(Beginning of MATERIAL PROVIDED)

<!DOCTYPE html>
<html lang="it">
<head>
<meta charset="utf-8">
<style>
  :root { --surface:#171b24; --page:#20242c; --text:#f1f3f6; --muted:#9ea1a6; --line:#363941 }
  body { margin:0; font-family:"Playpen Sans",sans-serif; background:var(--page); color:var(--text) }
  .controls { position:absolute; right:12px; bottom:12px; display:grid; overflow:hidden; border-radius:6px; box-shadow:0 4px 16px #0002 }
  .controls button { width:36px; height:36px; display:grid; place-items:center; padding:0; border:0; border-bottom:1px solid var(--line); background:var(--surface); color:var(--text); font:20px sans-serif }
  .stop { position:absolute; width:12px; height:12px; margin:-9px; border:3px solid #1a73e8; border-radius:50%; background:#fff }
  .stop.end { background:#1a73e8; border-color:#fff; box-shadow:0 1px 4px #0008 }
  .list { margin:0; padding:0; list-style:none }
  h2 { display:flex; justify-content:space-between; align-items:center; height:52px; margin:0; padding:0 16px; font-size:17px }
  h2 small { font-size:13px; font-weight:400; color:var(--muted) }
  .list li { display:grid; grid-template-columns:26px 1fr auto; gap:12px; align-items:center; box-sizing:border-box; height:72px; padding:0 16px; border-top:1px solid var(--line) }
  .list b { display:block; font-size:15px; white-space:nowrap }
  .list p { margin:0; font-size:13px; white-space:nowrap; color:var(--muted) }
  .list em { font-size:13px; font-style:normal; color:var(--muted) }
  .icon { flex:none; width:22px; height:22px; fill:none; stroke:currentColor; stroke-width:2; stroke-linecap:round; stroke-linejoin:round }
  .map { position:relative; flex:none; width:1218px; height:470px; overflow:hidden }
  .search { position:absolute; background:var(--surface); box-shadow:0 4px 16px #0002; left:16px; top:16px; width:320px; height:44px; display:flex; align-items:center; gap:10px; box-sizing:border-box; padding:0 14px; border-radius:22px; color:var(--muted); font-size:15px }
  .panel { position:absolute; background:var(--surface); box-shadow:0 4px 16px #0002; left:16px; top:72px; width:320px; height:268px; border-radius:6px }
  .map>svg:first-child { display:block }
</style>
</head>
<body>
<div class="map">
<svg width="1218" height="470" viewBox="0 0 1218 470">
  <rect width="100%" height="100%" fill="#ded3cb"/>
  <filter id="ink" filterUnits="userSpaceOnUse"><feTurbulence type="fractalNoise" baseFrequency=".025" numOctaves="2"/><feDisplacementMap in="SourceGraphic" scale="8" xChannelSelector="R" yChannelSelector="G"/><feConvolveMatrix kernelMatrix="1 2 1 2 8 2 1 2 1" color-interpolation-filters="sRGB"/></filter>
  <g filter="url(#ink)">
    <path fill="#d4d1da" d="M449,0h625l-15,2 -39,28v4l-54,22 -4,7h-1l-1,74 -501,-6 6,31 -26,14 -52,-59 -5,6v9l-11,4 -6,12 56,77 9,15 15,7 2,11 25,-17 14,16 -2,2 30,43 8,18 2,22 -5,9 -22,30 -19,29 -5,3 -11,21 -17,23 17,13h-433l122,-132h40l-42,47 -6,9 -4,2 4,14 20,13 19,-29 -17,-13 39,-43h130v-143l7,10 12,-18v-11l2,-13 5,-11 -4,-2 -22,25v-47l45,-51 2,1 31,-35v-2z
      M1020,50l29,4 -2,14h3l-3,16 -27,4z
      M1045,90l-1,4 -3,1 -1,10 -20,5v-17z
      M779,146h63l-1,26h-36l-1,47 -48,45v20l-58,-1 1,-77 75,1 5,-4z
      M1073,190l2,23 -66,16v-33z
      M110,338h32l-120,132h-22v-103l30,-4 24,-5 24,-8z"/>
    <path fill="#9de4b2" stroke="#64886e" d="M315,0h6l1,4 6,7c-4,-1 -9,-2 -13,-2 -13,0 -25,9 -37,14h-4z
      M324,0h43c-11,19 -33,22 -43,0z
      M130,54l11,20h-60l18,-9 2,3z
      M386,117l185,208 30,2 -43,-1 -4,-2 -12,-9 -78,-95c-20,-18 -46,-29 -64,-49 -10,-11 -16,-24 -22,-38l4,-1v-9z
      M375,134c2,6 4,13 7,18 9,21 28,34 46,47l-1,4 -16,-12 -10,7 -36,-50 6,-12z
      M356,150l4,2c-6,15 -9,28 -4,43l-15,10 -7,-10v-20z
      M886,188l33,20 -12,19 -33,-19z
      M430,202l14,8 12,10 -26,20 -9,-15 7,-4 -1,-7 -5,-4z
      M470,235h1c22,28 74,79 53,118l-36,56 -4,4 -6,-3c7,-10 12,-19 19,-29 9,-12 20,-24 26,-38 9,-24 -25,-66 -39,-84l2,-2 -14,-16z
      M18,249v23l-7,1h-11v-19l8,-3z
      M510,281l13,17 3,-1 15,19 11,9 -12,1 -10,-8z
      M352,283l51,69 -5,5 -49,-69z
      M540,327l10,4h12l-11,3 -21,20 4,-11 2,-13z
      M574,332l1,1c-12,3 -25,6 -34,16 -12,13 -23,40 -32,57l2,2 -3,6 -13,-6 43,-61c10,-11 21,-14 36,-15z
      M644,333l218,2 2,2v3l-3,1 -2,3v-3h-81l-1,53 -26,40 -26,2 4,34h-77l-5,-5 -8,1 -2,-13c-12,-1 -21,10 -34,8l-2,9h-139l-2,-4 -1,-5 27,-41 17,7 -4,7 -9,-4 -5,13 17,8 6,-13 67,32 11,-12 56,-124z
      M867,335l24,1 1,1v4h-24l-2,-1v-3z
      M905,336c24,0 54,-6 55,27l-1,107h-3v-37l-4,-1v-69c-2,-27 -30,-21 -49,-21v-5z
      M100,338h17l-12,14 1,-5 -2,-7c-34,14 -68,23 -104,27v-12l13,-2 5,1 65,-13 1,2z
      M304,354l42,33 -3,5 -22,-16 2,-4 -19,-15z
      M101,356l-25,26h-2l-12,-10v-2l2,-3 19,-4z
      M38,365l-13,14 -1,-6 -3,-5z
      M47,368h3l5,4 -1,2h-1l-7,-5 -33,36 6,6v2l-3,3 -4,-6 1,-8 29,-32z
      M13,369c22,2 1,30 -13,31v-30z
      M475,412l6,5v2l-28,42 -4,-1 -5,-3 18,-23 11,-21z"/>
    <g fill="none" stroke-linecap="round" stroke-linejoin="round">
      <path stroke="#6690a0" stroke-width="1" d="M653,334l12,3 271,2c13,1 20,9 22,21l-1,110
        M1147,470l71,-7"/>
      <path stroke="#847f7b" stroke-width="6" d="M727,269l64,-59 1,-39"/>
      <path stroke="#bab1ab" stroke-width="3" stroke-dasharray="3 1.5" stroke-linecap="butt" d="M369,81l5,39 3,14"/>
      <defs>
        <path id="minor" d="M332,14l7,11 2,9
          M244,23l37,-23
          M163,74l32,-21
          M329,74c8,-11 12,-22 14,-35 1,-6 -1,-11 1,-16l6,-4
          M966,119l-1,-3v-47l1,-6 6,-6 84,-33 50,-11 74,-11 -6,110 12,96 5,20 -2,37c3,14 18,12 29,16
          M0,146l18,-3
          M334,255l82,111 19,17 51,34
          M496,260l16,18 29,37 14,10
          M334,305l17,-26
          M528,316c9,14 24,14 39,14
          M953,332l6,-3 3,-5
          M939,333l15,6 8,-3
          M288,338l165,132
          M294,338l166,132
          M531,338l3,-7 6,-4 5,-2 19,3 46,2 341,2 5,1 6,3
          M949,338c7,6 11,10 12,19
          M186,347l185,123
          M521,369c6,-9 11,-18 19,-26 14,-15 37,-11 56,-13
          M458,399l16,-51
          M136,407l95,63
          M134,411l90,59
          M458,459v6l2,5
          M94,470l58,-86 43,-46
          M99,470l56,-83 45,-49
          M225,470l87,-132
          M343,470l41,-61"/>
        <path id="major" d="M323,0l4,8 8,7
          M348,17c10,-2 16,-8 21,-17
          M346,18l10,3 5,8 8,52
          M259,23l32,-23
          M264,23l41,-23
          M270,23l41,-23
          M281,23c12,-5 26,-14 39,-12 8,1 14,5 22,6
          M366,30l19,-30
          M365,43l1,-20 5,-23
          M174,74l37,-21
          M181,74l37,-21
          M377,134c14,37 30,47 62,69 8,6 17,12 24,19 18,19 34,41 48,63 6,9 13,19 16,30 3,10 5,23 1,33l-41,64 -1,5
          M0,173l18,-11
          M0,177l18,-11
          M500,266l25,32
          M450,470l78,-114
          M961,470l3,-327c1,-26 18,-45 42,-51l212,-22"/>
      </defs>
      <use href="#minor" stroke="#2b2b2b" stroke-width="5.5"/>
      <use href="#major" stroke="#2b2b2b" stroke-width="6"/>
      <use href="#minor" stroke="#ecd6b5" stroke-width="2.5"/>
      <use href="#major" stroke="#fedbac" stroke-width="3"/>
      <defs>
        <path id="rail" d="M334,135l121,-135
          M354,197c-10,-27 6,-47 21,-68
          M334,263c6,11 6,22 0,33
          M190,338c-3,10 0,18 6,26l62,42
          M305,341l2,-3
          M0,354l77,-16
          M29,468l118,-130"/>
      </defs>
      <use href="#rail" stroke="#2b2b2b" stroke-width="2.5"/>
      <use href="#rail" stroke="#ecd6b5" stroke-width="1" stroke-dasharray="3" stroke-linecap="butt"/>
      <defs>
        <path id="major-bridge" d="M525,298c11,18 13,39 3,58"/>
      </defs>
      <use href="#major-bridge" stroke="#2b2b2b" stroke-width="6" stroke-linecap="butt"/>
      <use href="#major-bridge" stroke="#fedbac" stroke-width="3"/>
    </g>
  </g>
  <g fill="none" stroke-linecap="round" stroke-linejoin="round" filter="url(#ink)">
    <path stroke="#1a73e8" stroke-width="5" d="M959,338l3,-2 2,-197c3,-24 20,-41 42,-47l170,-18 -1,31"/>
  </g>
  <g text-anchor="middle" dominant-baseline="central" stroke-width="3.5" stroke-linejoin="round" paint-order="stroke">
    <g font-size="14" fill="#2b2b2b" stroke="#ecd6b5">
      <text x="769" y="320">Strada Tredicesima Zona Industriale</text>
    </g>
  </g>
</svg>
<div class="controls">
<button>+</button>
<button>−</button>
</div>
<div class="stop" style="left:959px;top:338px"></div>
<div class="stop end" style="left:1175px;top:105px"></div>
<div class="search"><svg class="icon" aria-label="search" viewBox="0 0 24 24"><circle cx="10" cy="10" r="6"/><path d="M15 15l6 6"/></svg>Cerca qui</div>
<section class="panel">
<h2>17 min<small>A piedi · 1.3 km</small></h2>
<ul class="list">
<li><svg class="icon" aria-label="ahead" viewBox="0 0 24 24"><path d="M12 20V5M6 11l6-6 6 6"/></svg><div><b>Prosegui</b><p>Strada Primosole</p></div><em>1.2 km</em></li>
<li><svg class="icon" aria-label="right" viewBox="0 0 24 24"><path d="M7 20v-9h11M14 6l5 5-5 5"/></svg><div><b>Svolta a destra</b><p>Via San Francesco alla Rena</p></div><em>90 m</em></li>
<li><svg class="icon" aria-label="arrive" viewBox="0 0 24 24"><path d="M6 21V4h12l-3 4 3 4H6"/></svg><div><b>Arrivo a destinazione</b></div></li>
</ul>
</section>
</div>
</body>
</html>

(End of MATERIAL PROVIDED)

Begin with the line above that has "background:#1a73e8; border-color:#fff; box-shadow:0" and continue through the line that has "font-size:13px; font-weight:400; color:var(--muted)", setting each one down exactly. Stop there.

  .stop.end { background:#1a73e8; border-color:#fff; box-shadow:0 1px 4px #0008 }
  .list { margin:0; padding:0; list-style:none }
  h2 { display:flex; justify-content:space-between; align-items:center; height:52px; margin:0; padding:0 16px; font-size:17px }
  h2 small { font-size:13px; font-weight:400; color:var(--muted) }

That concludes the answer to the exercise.